Des ressources en soutien à domicile ont aussi été ajoutées. « Les autorisations ont été données par le Ministère pour la mise en place de mesures additionnelles », ajoute-t-elle.

Maryse Bégin reconnaît toutefois que l'hôpital du Suroît est toujours aux prises avec une pénurie de médecins en hospitalisation. « L'ensemble des équipes est en mode action et collabore pour recruter des ressources et ajouter des effectifs, afin de répondre à la pénurie de main-d'oeuvre », dit-elle. Hier matin, le taux d'occupation aux urgences de l'hôpital du Suroît atteignait 240 %.

La saison de la grippe bat son plein

Pour la semaine se terminant le 5 janvier, 1635 cas positifs pour le virus de l'influenza A ont été détectés dans les hôpitaux de la province. Le Dr Gaston DeSerres, médecin-épidémiologiste à l'Institut national de santé publique du Québec (INSPQ), explique que la saison de la grippe bat son plein.

« Depuis la fin décembre, on enregistre beaucoup de cas. On peut s'attendre à ce que ce soit comme ça pour tout janvier et une bonne partie de février, voire pour tout février », dit-il. La souche H1N1 de l'influenza sévit cette année, ce qui laisse présager que l'efficacité du vaccin sera bonne, selon le Dr DeSerres, qui précise que les données exactes sur l'efficacité du vaccin seront connues à la fin du mois.

Directeur des urgences pédiatriques à l'Hôpital de Montréal pour enfants, le Dr Harley Eisman note que plusieurs patients se présentent avec des symptômes d'allure grippale ces jours-ci.

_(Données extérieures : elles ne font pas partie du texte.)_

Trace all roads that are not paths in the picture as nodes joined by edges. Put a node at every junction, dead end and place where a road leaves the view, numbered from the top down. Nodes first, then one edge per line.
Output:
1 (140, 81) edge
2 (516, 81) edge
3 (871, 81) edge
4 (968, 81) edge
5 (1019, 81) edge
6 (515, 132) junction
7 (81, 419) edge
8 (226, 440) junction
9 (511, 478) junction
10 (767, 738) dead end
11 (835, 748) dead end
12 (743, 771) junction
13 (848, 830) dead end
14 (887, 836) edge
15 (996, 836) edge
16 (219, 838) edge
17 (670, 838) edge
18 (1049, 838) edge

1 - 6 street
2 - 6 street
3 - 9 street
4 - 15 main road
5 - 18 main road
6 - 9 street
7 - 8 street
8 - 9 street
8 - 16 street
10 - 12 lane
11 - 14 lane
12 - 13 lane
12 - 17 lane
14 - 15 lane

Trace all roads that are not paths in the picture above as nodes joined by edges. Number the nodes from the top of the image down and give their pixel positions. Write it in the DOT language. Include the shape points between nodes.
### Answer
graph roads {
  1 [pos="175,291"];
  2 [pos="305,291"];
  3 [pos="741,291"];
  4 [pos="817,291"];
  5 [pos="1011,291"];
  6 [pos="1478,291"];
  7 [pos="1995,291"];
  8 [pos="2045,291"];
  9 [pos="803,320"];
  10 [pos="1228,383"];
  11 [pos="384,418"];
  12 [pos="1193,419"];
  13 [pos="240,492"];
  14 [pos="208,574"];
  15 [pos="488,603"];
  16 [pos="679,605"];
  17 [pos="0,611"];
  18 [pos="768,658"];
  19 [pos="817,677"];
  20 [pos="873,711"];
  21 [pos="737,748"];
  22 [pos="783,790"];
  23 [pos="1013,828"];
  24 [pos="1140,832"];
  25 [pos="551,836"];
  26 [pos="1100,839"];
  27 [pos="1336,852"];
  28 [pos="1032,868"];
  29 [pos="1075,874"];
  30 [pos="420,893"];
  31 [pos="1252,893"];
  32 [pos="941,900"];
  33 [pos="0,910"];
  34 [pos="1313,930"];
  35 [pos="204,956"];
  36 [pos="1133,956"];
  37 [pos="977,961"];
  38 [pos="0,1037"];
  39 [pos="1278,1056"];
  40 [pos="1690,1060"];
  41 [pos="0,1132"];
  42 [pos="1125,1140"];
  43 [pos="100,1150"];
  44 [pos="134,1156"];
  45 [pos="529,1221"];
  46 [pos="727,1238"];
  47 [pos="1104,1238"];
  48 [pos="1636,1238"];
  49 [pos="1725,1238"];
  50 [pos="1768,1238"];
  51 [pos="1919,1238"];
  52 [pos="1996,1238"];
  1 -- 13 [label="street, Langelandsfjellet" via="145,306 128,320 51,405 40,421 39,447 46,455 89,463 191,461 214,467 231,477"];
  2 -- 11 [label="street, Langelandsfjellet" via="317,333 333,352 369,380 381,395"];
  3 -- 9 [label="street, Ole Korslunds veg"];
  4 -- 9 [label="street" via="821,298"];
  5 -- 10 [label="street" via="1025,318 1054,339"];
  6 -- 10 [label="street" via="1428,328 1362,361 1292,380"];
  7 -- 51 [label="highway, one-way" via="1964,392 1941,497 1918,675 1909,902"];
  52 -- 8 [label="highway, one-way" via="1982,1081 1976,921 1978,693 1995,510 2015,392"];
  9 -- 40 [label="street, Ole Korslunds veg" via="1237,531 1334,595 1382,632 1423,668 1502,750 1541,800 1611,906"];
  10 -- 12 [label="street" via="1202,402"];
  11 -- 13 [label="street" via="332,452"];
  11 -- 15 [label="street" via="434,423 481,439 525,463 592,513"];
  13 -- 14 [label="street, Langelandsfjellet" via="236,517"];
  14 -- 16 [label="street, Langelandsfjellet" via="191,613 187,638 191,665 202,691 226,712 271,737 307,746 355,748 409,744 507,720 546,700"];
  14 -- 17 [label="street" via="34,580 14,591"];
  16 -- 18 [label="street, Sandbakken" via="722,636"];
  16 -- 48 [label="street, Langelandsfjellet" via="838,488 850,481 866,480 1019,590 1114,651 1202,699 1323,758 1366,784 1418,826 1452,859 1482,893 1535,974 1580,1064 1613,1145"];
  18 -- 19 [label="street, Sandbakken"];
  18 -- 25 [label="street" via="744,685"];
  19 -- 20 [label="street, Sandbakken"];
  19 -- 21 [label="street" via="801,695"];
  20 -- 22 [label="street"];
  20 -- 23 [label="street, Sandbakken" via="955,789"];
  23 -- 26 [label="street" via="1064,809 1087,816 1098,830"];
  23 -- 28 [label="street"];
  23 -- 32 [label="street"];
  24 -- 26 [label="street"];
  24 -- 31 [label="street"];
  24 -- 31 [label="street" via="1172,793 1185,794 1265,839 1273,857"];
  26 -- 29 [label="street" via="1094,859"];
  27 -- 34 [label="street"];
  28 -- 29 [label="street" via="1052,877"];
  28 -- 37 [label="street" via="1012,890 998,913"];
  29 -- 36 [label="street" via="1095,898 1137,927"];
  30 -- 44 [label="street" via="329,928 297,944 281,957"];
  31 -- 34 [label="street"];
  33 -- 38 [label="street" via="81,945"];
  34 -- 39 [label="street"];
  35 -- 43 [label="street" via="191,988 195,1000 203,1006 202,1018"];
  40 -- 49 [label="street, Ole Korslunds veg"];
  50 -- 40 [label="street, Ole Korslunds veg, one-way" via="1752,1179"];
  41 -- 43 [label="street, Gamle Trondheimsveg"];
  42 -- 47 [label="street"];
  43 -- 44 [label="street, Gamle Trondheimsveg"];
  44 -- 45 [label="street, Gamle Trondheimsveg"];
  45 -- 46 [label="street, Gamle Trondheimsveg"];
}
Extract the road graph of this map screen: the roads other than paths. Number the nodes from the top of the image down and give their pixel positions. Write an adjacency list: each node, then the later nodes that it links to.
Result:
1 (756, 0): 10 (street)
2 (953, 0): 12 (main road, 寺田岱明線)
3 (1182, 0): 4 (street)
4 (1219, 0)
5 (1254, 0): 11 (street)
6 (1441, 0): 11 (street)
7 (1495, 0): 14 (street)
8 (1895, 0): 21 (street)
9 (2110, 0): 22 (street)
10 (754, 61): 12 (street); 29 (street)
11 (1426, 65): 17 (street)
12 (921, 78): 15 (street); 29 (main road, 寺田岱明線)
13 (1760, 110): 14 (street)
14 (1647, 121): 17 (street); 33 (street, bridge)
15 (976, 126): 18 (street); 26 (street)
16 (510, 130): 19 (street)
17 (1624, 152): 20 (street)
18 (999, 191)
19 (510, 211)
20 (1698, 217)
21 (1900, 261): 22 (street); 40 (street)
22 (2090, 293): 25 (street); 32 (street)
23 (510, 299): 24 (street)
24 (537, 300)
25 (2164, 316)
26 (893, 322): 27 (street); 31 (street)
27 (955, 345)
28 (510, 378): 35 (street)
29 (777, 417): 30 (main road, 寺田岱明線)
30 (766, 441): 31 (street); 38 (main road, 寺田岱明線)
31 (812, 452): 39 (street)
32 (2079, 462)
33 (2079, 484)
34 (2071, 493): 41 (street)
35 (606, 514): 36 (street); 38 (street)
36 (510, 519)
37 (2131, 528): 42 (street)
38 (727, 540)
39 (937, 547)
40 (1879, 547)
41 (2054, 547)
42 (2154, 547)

Or, s'il ne s'agit pas de bébés de moins de 3 mois, la fièvre ne doit pas nécessairement alarmer les parents. « Si l'enfant devient amorphe ou ne boit pas, il faut consulter. Mais sinon, les bons vieux remèdes de grand-mère et les médicaments pour réduire la fièvre suffisent », dit-il.

L'efficacité des cliniques d'hiver remise en question

Mardi, la ministre McCann a annoncé la création de cliniques d'hiver afin de soulager la pression sur les urgences. Il s'agit en fait de Groupes de médecine de famille (GMF) et de cliniques existantes qui prolongeront leurs heures d'ouverture pour accueillir plus de patients ayant des problèmes mineurs comme la gastroentérite ou la grippe.

Le Dr Dufresne estime que cette mesure, quoique bénéfique, ne permettra pas de diminuer les taux d'occupation aux urgences. « Ça ne permettra pas de libérer des lits d'hospitalisation et les patients vont continuer d'occuper des civières aux urgences, incapables de monter aux étages », dit-il.

Un avis partagé par le vice-président de la Fédération des médecins omnipraticiens du Québec (FMOQ), le Dr Sylvain Dion. « Mais ça permettra de s'attaquer à un problème moins documenté, soit les gens qui attendent des heures dans la salle d'attente avant de voir un médecin dans les urgences », dit-il.